1. Port of Salalah (Dhofar Governorate, Oman)

UN/Locode: OMSLL
Latitude: 16.953125°
Longitude: 54.00435°

Port of Salalah

The port of Salalah has a total of 6 large-size berths for container and oil cargo operations. Its establishment is from the year 1998 with simultaneous handling of goods. At present, the facility operates under the authority of the Salalah Port Services.

A large number of major oil groups along with government shares have involvement in the project. Hence, the terminal sees 3.5 to 3.8 million TEU on an average for the last decade.

Oman has a port liner shipping index that exceeds the value of 55. This places it as the fastest container handling terminal across the whole world. The terminal also stands 6th in the list of most efficient port facilities all over the globe.

Cargo Handling

The container handling peak of Salalah in 2017 has over 4 million TEU to its name. The operations include large 25 Post-Panamax 68 and mobile cranes. These range between 60 to 150 MT for the handling of the TEU landing at the facility.

For such super container vessels, the alongside depth lies between 16 to 18.5 meters. This comes from a manoeuvring channel that goes as deep as 20 meters. Meanwhile, the loading speed merit of Salalah comes from its 4-speed loaders too.

The facility also includes 9 forklifts for cargo handling in container form. In addition to this, the cruise terminal at Salalah has major significance. It sees over 25 to 36 thousand passengers through major cruise line traffic.

Network and Layout

Over 2200 local staff form a part of the terminal-handling facilities at the Port of Salalah. Moreover, an inbound railway terminal expansion will see the handling rate improvement by 23%. 4 major tug operators are responsible for the berthing and unberthing operations in the region.

Unlike the other major ports of Oman, Salalah has a high container dependency. Hence, the warehouse facilities cover over 25% of their size. The whole facility is over a region of 765,000m².

2. Port of Sultan Qaboos (Muscat, Oman)

UN/Locode: OMOPQ
Latitude: 23.627325°
Longitude: 58.57026°

Port of Sultan Qaboos

The port of Sultan Qaboos is presently under its moving initiative for conversion to a cruise facility. However, the port has a rich history of cargo handling, as the biggest in the region of Muscat. In the peak, the port and its operation were through 14 berths for seagoing traffic.
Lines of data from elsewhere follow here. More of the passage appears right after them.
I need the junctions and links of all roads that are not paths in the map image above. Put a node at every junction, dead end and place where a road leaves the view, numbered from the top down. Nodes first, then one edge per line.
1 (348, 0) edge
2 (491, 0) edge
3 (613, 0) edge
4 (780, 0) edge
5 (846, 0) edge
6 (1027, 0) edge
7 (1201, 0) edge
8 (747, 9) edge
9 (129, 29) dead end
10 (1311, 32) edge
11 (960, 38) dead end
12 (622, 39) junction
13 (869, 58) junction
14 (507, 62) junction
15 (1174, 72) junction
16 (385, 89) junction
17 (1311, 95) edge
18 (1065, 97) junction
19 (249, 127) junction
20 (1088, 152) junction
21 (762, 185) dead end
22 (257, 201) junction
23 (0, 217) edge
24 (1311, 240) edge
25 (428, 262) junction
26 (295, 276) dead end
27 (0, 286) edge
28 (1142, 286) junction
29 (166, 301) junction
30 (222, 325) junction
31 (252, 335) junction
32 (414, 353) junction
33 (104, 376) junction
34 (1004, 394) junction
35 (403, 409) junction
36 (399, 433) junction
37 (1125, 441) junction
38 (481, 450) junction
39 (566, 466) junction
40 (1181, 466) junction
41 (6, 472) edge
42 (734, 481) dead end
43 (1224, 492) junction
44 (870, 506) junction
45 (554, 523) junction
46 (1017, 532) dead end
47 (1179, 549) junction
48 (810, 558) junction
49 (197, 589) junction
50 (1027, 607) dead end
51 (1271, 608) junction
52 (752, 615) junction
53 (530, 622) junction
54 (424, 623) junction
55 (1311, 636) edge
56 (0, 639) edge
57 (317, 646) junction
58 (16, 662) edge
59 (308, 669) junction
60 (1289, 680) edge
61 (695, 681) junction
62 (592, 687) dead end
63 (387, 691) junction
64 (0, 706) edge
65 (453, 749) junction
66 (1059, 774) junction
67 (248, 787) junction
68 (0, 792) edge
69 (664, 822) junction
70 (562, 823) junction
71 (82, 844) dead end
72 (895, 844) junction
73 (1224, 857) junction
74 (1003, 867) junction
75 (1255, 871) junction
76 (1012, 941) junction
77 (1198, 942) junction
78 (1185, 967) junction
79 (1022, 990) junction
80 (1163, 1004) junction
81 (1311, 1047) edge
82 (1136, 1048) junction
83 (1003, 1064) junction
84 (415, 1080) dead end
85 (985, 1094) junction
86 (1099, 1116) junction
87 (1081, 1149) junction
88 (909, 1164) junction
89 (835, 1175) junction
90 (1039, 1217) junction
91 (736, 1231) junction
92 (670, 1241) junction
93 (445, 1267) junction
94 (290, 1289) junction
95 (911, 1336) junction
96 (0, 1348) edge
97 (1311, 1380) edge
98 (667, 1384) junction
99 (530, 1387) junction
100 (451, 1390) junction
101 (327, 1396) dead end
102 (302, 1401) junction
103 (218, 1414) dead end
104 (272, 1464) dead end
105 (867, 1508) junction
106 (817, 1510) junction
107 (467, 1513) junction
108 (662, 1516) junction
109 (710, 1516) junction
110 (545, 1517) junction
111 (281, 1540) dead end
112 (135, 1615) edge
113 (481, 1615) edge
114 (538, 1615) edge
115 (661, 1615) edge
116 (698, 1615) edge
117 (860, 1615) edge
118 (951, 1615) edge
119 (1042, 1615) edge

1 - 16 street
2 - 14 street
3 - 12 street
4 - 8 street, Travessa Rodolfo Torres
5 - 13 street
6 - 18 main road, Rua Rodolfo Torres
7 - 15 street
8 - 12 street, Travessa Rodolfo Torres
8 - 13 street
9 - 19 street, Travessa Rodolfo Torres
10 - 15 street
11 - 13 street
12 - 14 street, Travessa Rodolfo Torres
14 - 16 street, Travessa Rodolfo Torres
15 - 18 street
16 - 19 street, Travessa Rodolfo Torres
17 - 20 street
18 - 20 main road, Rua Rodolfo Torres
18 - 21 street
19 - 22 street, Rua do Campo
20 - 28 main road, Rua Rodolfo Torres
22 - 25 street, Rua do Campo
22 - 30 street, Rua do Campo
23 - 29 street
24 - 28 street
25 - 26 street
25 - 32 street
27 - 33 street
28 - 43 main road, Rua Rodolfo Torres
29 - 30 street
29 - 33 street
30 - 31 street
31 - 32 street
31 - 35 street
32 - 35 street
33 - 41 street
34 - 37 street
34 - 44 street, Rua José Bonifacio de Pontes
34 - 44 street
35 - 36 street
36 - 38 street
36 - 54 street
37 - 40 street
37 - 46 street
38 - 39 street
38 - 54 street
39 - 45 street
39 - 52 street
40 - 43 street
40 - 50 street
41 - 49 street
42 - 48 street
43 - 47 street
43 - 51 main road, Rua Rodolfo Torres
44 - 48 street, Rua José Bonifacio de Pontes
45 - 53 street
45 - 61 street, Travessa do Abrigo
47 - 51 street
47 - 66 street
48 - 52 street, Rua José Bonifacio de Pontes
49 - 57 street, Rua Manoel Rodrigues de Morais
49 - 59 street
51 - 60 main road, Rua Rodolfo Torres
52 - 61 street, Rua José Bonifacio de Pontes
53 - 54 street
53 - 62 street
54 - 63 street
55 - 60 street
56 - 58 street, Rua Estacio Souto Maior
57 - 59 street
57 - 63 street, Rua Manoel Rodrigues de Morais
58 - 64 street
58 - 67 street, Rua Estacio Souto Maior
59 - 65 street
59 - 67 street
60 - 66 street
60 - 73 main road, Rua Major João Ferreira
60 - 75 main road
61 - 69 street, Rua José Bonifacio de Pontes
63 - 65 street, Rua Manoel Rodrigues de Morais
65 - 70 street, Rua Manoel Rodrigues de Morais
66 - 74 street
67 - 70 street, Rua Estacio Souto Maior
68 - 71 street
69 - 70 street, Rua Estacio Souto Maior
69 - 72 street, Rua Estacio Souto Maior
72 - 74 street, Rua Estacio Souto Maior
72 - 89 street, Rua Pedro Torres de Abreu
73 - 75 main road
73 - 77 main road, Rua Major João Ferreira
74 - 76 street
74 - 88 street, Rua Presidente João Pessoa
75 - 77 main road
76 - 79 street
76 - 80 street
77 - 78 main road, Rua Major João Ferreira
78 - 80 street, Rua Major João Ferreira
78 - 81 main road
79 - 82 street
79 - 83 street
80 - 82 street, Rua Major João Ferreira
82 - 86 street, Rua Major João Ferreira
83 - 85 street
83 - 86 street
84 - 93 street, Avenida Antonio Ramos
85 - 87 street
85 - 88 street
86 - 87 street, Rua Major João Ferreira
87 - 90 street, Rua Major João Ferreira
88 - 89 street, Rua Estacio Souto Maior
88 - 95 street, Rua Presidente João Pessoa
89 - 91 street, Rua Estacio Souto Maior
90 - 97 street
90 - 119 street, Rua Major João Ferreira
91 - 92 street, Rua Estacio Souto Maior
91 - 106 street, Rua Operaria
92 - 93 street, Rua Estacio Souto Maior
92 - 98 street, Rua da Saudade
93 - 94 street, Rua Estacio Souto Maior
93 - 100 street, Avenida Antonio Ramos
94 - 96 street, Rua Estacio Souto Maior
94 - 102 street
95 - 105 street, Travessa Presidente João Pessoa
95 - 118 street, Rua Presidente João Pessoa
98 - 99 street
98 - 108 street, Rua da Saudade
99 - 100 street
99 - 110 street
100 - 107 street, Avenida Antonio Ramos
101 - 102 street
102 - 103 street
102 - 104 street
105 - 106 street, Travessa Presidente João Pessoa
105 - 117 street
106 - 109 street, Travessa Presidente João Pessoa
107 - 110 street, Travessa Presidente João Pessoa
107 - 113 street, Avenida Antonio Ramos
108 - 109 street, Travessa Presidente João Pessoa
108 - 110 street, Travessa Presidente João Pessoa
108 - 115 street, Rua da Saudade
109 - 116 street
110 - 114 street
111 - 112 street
During the early 2000s, the port shows a capacity of 820,000 MT of cargo with 250,000 TEU. Its longest multipurpose berths vary up to a size of 458 meters. Each of these berths shows a working coefficient of 0.75 during operational days too.

At present, the port’s handling activities are null due to pollution and traffic reasons. Hence, the development of the corridor will also provide a green range for cruise shipping operations.

Cargo Handling

The terminal has the status of the biggest former grain handling facility on the shores of Oman. Its grain loaders are the responsible machinery for it, giving rates over 250 MT/hr. The grain handling facilities have their exclusive operation from piers 1 and 2.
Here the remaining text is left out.